Melodi Ghazal – In My Room

Melodi Ghazal is one of the most promising voices on the rise in Copenhagen. This Friday, March 6, 2026, the Danish-Iranian artist will release her full-length debut, Idol Melodies, via Anyines.

Across 10 tracks, she merges Iranian folk and ’80s pop. Today, Ghazal shares the final single, “In My Room.” It unfurls with retro synthesizer chords, which support lyrics about solitary retreat. It captures the push-pull between introversion and accessibility that defines the record at large.
On the single, Ghazal shares: “For me, the song is this image; I am a child sitting on a wall-to-wall carpet and have shut myself inside my room, put my ‘in the zone’ CD into the Walkman, and am trying to get, well, ‘in the zone.’ My own zone. It’s about how it’s too cold, confusing, and difficult outside, so I retreat into my own small, naïve world.
It’s also about my relationship with my parents, who had only just arrived in the country when I was born; about how I felt overprotected and deprived of agency, and how that affected my ability to understand how to navigate the world. And how at the same time I wanted to make them proud for everything they had sacrificed for me. And finally, how everything became okay when I shut myself in.
I worked with giving the song a looping, repetitive feeling in the groove; it was meant to feel like sitting with the same thoughts over and over again. I worked with MIDI strings as on many other songs on the album, here with a more percussive function that gives the song this slightly monumental, ‘everything will be okay when you grow up’ quality to it.”
Melodi Ghazal’s output is reflective. The Copenhagen native was raised by Iranian parents, and an interest in music was nurtured at cultural gatherings. As a child, she delved into pre-revolutionary Iranian hits and the Los Angeles pop that emerged in the 1980s and ‘90s. Later, she discovered hitmakers including Dido and Celine Dion on VH1 and MTV. At her mother’s encouragement, she took up piano lessons.
Ghazal fell into stasis for almost a decade. “I stopped quite abruptly with the occurrence of my self-consciousness, especially about otherness in a very white context,” she remembers. “I felt a need to be anonymous.” She enrolled in university, but grew depressed working a day job. During one down swing, she felt the desire to write songs again and started an adult education program. Two years later, she was accepted at the groundbreaking Rhythmic Music Conservatory — a school that counts ML Buch, Astrid Sonne, and Clarissa Connelly as alumni.
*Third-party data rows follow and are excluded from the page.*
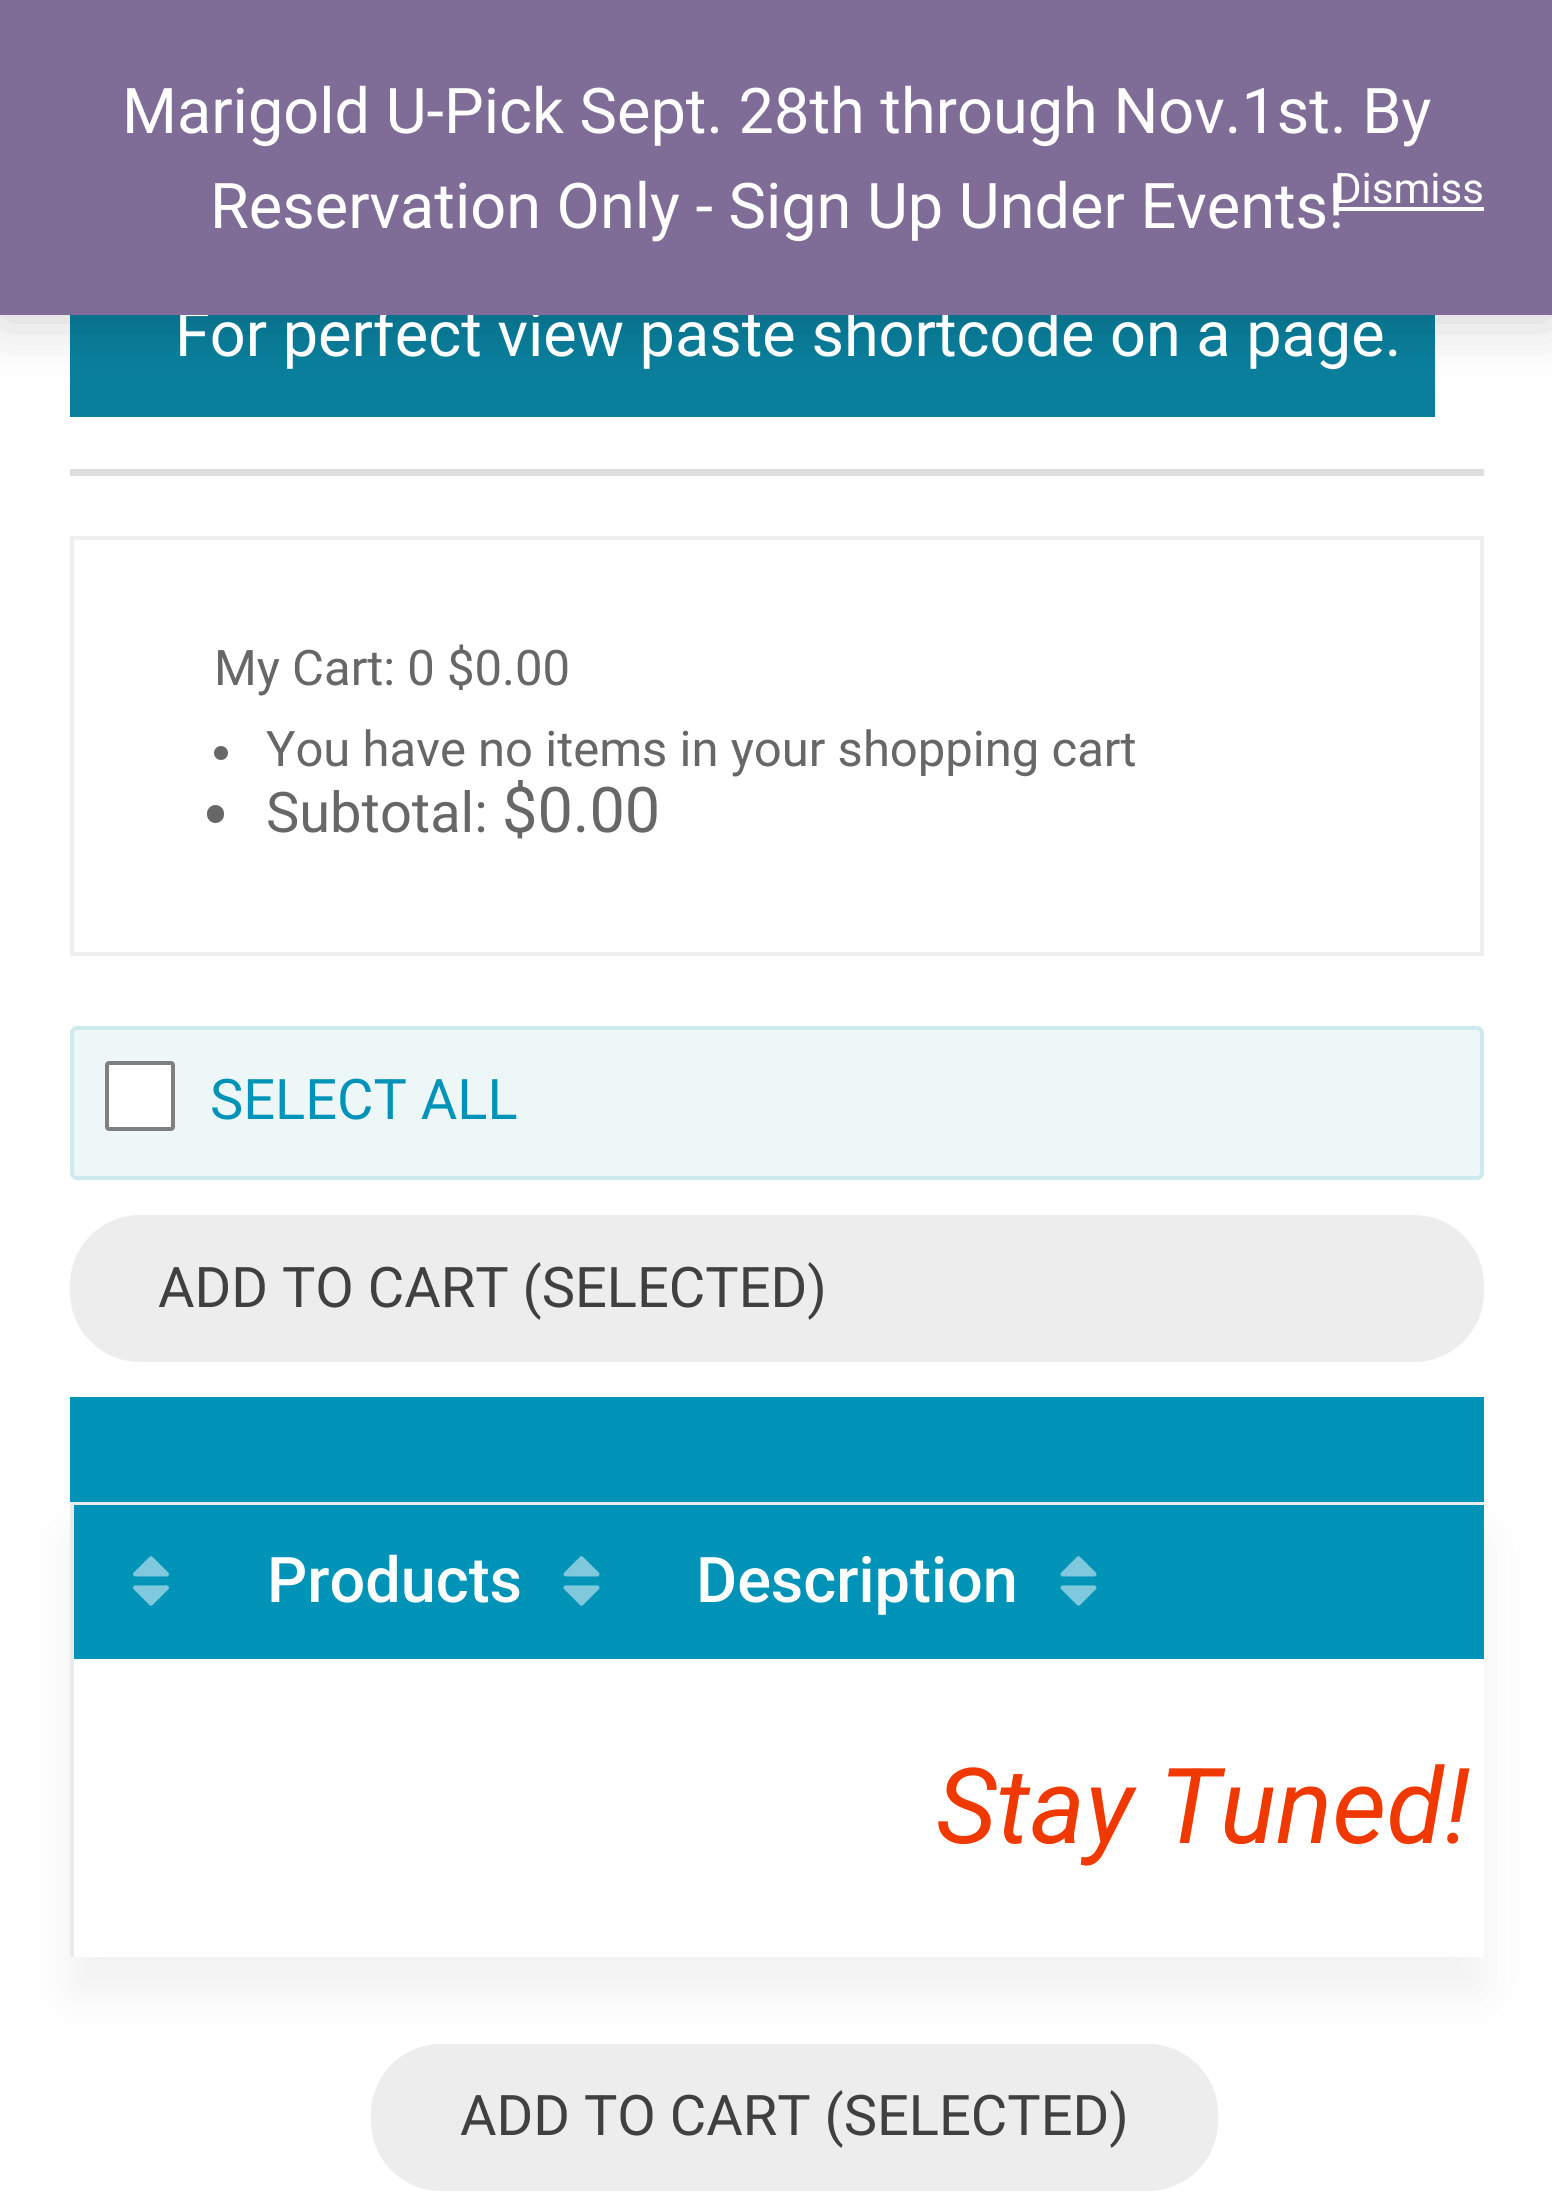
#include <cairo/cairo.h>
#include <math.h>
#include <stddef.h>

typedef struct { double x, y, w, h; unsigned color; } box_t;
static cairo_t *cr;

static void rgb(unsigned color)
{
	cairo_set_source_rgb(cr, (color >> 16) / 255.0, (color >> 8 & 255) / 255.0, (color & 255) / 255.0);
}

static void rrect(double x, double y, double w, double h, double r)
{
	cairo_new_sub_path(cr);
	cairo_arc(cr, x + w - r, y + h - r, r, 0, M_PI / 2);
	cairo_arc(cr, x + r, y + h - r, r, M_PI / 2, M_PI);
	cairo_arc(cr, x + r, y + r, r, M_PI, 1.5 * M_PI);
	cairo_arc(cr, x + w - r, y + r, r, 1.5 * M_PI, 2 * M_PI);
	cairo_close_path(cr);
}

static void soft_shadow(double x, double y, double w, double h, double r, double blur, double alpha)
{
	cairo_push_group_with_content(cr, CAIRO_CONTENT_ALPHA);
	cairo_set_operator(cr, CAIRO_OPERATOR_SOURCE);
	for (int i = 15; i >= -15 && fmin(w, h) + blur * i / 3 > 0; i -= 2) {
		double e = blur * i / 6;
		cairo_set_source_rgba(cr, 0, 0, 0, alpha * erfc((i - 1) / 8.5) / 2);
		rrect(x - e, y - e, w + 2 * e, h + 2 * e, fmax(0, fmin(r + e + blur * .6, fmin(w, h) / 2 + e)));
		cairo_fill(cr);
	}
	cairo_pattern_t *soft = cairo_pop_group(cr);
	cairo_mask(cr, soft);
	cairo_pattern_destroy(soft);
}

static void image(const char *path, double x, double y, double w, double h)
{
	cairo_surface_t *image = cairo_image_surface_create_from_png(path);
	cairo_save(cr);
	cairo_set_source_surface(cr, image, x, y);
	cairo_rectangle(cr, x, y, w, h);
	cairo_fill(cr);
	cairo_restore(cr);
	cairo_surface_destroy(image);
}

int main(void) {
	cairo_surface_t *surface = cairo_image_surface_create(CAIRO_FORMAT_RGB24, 1552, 2202);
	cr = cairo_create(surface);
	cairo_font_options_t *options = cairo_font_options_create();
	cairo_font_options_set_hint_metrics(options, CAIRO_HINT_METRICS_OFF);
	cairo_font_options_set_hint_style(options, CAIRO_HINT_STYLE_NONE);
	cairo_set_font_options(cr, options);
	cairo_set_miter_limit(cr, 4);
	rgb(0xffffff);
	cairo_paint(cr);
	rgb(0x0a7f9c);
	cairo_rectangle(cr, 70, 315, 1365, 102);
	cairo_fill(cr);
	rgb(0x000000);
	soft_shadow(0, 4, 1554, 315, 0, 31.5, 0.2);
	rgb(0xdddddd);
	cairo_rectangle(cr, 70, 469, 1414, 7);
	cairo_fill(cr);
	cairo_rectangle(cr, 72, 538, 1410, 416);
	rgb(0xefefef);
	cairo_set_line_width(cr, 4);
	cairo_stroke(cr);
	rgb(0x676767);
	cairo_arc(cr, 221, 753, 7, 0, 2 * M_PI);
	cairo_fill(cr);
	rrect(207, 805, 17, 18, 8.5);
	cairo_fill(cr);
	rgb(0xedf7f8);
	rrect(72, 1028, 1410, 150, 5);
	cairo_fill_preserve(cr);
	rgb(0xceeaed);
	cairo_stroke(cr);
	rgb(0xffffff);
	rrect(107, 1063, 66, 66, 2);
	cairo_fill_preserve(cr);
	rgb(0x808080);
	cairo_stroke(cr);
	rgb(0xededed);
	rrect(70, 1215, 1414, 147, 70);
	cairo_fill(cr);
	rgb(0x0093b8);
	cairo_rectangle(cr, 70, 1397, 1414, 105);
	cairo_fill(cr);
	rgb(0x000000);
	soft_shadow(70, 1537, 1414, 455, 0, 26, 0.06);
	{
		static const box_t items[] = {
			{74, 1659, 1410, 298, 0xffffff},
			{70, 1502, 1414, 3, 0xebebeb},
			{70, 1502, 4, 455, 0xebebeb},
			{74, 1505, 1410, 154, 0x0093b8},
		};
		for (size_t i = 0; i < sizeof items / sizeof *items; i++) {
			rgb(items[i].color);
			cairo_rectangle(cr, items[i].x, items[i].y, items[i].w, items[i].h);
			cairo_fill(cr);
		}
	}
	image("img/1.png", 133, 1556, 36, 50);
	image("img/2.png", 563, 1556, 37, 50);
	image("img/2.png", 1060, 1556, 37, 50);
	rgb(0xededed);
	rrect(371, 2044, 847, 147, 70);
	cairo_fill(cr);
	cairo_select_font_face(cr, "Roboto", CAIRO_FONT_SLANT_NORMAL, CAIRO_FONT_WEIGHT_NORMAL);
	cairo_set_font_size(cr, 63);
	rgb(0xffffff);
	cairo_move_to(cr, 175, 356);
	cairo_show_text(cr, "For perfect view paste shortcode on a page.");
	rgb(0x806d97);
	cairo_rectangle(cr, 0, 0, 1552, 315);
	cairo_fill(cr);
	rgb(0xffffff);
	cairo_move_to(cr, 210, 228);
	cairo_show_text(cr, "Reservation Only - Sign Up Under Events!");
	cairo_set_font_size(cr, 42);
	cairo_move_to(cr, 1334, 203);
	cairo_show_text(cr, "Dismiss");
	cairo_rectangle(cr, 1334, 207, 150, 4);
	cairo_fill(cr);
	cairo_set_font_size(cr, 63);
	cairo_move_to(cr, 122, 133);
	cairo_show_text(cr, "Marigold U-Pick Sept. 28th through Nov.1st. By");
	cairo_set_font_size(cr, 49);
	rgb(0x676767);
	cairo_move_to(cr, 214, 685);
	cairo_show_text(cr, "My Cart: 0 $0.00");
	cairo_move_to(cr, 266, 766);
	cairo_show_text(cr, "You have no items in your shopping cart");
	cairo_set_font_size(cr, 56);
	cairo_move_to(cr, 266, 832);
	cairo_show_text(cr, "Subtotal:");
	cairo_set_font_size(cr, 63);
	cairo_move_to(cr, 502, 832);
	cairo_show_text(cr, "$0.00");
	cairo_set_font_size(cr, 56);
	rgb(0x0093b8);
	cairo_move_to(cr, 210, 1119);
	cairo_show_text(cr, "SELECT ALL");
	rgb(0x404040);
	cairo_move_to(cr, 158, 1307);
	cairo_show_text(cr, "ADD TO CART (SELECTED)");
	cairo_select_font_face(cr, "Roboto Medium", CAIRO_FONT_SLANT_NORMAL, CAIRO_FONT_WEIGHT_NORMAL);
	cairo_set_font_size(cr, 63);
	rgb(0xffffff);
	cairo_move_to(cr, 267, 1602);
	cairo_show_text(cr, "Products");
	cairo_move_to(cr, 696, 1602);
	cairo_show_text(cr, "Description");
	cairo_select_font_face(cr, "Roboto", CAIRO_FONT_SLANT_ITALIC, CAIRO_FONT_WEIGHT_NORMAL);
	cairo_set_font_size(cr, 105);
	rgb(0xef3900);
	cairo_move_to(cr, 936, 1843);
	cairo_show_text(cr, "Stay Tuned!");
	cairo_select_font_face(cr, "Roboto", CAIRO_FONT_SLANT_NORMAL, CAIRO_FONT_WEIGHT_NORMAL);
	cairo_set_font_size(cr, 56);
	rgb(0x404040);
	cairo_move_to(cr, 460, 2135);
	cairo_show_text(cr, "ADD TO CART (SELECTED)");
	cairo_surface_write_to_png(surface, "page.png");
	cairo_font_options_destroy(options);
	cairo_destroy(cr);
	cairo_surface_destroy(surface);
	return 0;
}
Ghazal’s full-length debut, Idol Melodies, is titled in reference to spiritual symbolism and a yearning to dissolve oneself. The album materialized gradually, with initial daf frame drum ideas sparking as part of her thesis at RMC. Allowing intuition to guide, tracks began with elements ranging from riffs to synthesizer presets. On a trip to London, she collaborated with Anyines label founder Villads Klint (Minais B) and NTS resident Coby Sey. Peter Bruhn Rasmussen contributed electric guitar, while Albert Hertz played acoustic. Rising Danish songwriter Fine Glindvad was a consultant in the final stages. “In the process of writing songs, I am always navigating a feeling of longing that appears when the melody is right,” she says. The end result is spry and mercurial, echoing keyboards and downtempo grooves cloaked in fuzz.
Idol Melodies is catchy and eclectic, inspired by Sufi dervishes, Madonna’s conversion to Kabbalah, and Googoosh’s displacement. “I have paraphrased Hafez in several places throughout the album and worked with circular movements in the productions,” Ghazal shares. On “Destinies and Melodies,” she sings of surrendering to inexplicable forces that yield creativity. Atop the silvery strums of “Numb,” she decompresses from a challenging period in which loved ones were hurt. “In My Room” is the tenderest moment, using adolescent introversion to probe a relationship with newly immigrated parents. The whole record is sonically direct, yet emotionally textured.
Weaving Middle Eastern percussion and English-Persian vocals, Ghazal cultivates protectivity. Associative streams impact a journey of self-dissolution and connection. “Something had been simmering in me, and it came out in the underlying melancholy and searching,” she muses. A current of change steers Idol Melodies, which ruminates on a breakup, personal crisis, and ensuing transformation. Flowering between stretches of malaise, Idol Melodies shrouds storminess in magic.